▸ **Work item**:
Tally every line in the data that has the word "Özcan" and report only the total.

(Stored data entries)
Content starts
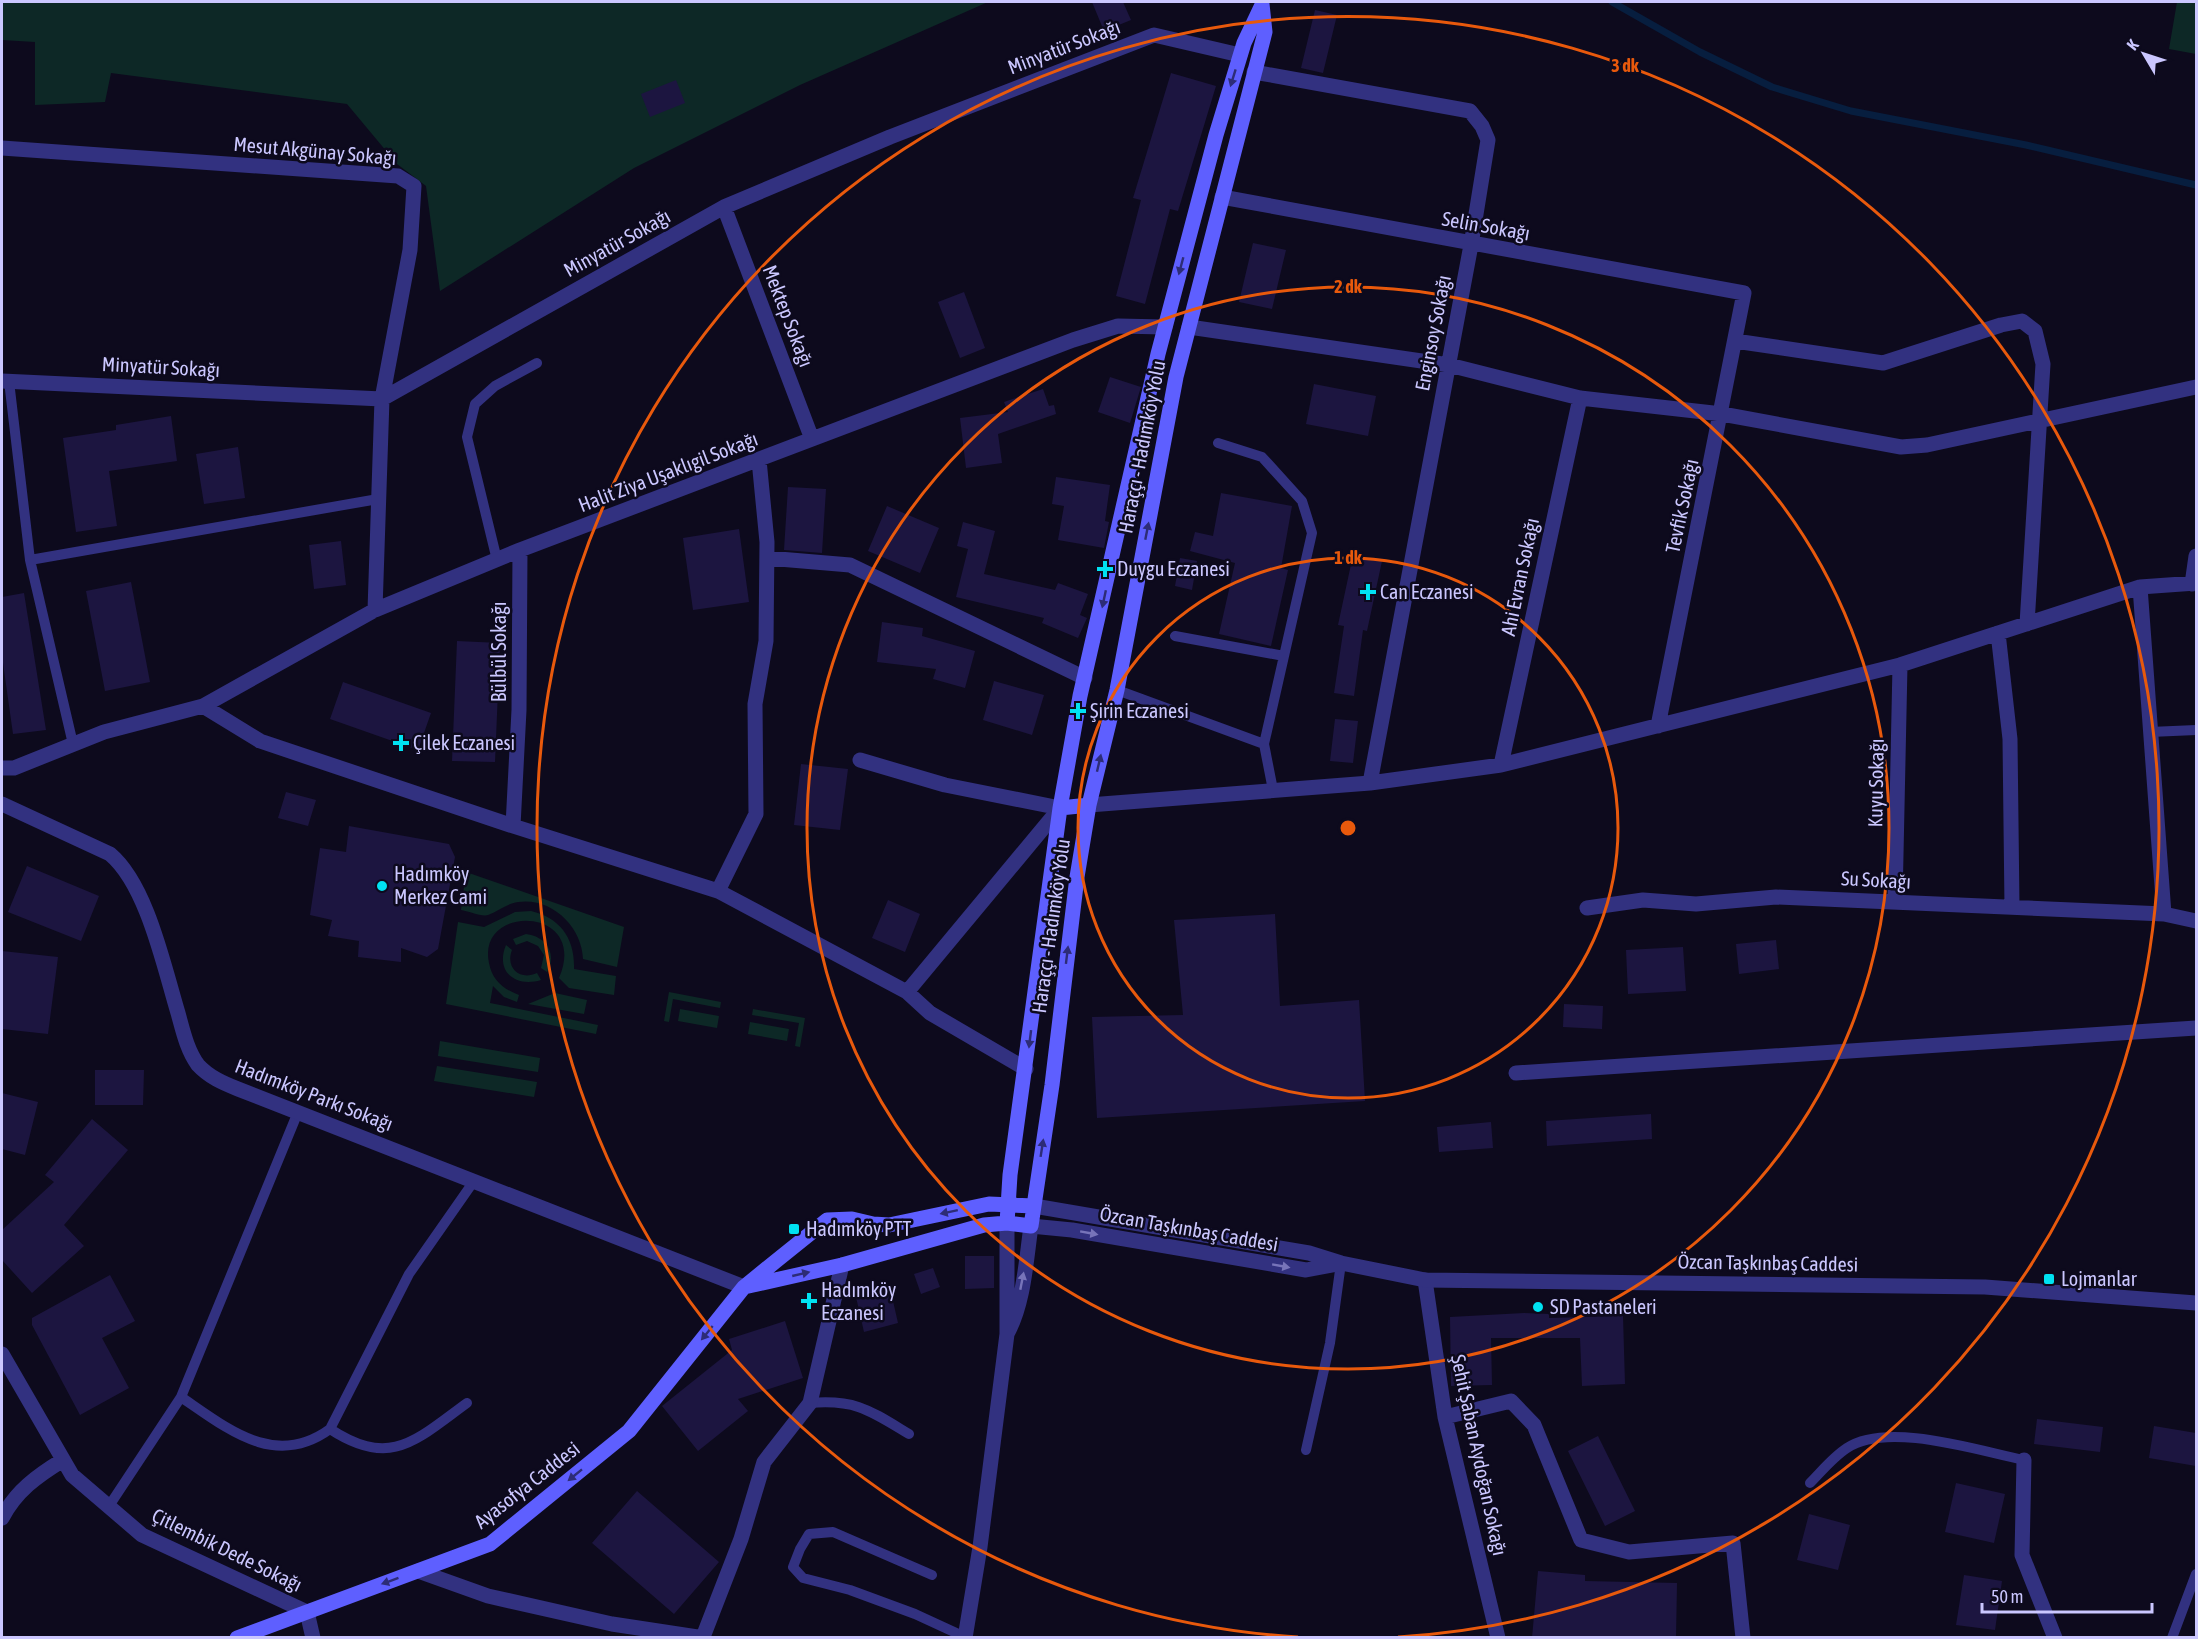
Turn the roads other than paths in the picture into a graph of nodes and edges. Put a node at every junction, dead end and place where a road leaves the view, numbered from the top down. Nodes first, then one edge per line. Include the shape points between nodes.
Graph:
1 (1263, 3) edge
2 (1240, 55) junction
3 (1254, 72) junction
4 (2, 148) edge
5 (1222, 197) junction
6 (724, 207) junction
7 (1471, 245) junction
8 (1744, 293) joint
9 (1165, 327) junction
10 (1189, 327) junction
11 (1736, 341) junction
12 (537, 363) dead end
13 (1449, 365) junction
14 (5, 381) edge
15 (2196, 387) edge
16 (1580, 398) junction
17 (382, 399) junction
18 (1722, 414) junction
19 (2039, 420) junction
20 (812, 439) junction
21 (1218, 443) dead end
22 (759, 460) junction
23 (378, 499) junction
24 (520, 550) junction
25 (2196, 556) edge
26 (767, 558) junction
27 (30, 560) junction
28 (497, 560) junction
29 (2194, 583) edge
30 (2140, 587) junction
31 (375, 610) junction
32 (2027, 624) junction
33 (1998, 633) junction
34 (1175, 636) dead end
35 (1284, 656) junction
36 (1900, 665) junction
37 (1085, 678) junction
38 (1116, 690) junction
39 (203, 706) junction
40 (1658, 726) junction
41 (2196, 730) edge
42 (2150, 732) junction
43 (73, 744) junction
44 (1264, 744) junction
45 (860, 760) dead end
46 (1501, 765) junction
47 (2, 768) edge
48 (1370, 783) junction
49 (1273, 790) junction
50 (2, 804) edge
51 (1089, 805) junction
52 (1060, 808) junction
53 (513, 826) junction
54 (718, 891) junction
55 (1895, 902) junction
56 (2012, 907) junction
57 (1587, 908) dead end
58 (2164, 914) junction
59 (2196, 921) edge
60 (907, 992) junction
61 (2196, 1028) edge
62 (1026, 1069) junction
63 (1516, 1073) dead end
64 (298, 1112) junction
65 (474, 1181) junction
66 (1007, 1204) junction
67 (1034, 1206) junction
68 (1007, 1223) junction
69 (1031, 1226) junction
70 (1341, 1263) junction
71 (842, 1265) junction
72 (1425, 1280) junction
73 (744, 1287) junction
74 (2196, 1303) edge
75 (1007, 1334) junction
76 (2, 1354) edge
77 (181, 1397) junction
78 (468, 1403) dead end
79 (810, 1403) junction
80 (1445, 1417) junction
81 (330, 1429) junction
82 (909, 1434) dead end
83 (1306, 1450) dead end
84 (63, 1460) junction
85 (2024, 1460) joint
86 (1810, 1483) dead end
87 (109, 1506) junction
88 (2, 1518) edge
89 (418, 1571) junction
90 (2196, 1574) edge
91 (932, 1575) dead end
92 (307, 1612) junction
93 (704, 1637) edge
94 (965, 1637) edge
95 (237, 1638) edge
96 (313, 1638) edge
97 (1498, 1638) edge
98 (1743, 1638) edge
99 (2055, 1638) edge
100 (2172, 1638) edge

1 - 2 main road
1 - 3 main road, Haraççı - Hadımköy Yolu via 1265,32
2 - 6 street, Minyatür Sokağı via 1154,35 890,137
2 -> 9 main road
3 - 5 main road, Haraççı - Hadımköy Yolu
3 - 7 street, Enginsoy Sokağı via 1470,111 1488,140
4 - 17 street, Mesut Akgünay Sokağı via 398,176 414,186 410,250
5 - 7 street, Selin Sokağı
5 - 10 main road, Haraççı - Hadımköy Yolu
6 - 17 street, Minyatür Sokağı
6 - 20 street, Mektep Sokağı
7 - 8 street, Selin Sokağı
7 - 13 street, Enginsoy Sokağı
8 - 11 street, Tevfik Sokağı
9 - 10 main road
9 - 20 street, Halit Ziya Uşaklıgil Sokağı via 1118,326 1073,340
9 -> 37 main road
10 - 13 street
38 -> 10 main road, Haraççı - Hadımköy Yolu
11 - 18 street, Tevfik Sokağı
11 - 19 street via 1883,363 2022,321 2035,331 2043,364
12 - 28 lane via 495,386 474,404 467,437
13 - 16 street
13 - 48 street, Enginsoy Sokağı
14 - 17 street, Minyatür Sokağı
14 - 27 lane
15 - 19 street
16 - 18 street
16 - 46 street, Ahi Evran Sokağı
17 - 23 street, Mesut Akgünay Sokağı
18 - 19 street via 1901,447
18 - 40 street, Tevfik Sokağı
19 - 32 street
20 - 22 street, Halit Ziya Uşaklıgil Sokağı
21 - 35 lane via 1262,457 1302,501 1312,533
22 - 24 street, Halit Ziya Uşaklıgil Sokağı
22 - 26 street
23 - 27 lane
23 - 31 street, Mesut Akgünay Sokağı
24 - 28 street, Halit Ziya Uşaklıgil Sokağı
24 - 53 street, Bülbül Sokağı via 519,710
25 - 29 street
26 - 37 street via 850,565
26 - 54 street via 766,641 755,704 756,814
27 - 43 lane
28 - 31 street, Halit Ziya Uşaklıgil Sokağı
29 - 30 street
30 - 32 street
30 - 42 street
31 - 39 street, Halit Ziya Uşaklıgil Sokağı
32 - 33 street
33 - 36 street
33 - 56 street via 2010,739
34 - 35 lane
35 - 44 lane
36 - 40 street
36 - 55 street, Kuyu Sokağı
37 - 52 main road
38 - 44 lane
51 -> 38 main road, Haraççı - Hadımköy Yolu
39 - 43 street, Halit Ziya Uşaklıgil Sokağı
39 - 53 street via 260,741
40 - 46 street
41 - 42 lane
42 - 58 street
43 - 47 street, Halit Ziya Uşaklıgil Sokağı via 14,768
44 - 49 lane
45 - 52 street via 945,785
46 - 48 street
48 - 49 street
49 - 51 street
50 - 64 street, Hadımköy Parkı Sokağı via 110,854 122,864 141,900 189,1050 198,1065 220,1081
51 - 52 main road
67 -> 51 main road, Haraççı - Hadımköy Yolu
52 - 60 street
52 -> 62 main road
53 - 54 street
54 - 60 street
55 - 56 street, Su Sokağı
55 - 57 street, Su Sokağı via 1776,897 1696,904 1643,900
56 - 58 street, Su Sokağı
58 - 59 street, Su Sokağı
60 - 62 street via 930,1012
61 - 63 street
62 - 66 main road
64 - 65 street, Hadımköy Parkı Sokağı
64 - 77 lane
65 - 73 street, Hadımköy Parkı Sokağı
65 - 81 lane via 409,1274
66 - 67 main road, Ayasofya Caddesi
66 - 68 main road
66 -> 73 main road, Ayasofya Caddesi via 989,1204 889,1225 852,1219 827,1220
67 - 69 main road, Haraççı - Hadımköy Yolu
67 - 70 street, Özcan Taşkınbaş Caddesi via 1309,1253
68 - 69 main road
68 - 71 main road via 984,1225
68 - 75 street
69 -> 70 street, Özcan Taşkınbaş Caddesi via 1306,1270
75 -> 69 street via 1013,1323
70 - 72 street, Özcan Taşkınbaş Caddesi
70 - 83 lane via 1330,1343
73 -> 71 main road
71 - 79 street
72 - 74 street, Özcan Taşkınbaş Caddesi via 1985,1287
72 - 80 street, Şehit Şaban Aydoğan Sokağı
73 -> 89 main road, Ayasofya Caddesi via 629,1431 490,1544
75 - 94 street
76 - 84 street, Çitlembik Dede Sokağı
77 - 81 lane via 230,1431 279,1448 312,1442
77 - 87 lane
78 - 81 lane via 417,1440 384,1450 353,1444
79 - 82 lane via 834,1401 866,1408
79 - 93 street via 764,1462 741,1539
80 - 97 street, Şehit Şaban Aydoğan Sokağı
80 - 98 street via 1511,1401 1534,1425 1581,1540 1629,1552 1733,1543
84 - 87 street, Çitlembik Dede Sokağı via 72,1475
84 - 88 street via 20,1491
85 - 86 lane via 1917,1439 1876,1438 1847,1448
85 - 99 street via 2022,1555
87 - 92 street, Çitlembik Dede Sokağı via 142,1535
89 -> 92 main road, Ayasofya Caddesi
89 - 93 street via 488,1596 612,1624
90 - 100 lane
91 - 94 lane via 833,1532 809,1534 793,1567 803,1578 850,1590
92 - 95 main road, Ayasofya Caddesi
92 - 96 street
Content ends
▸ **Written response**:
4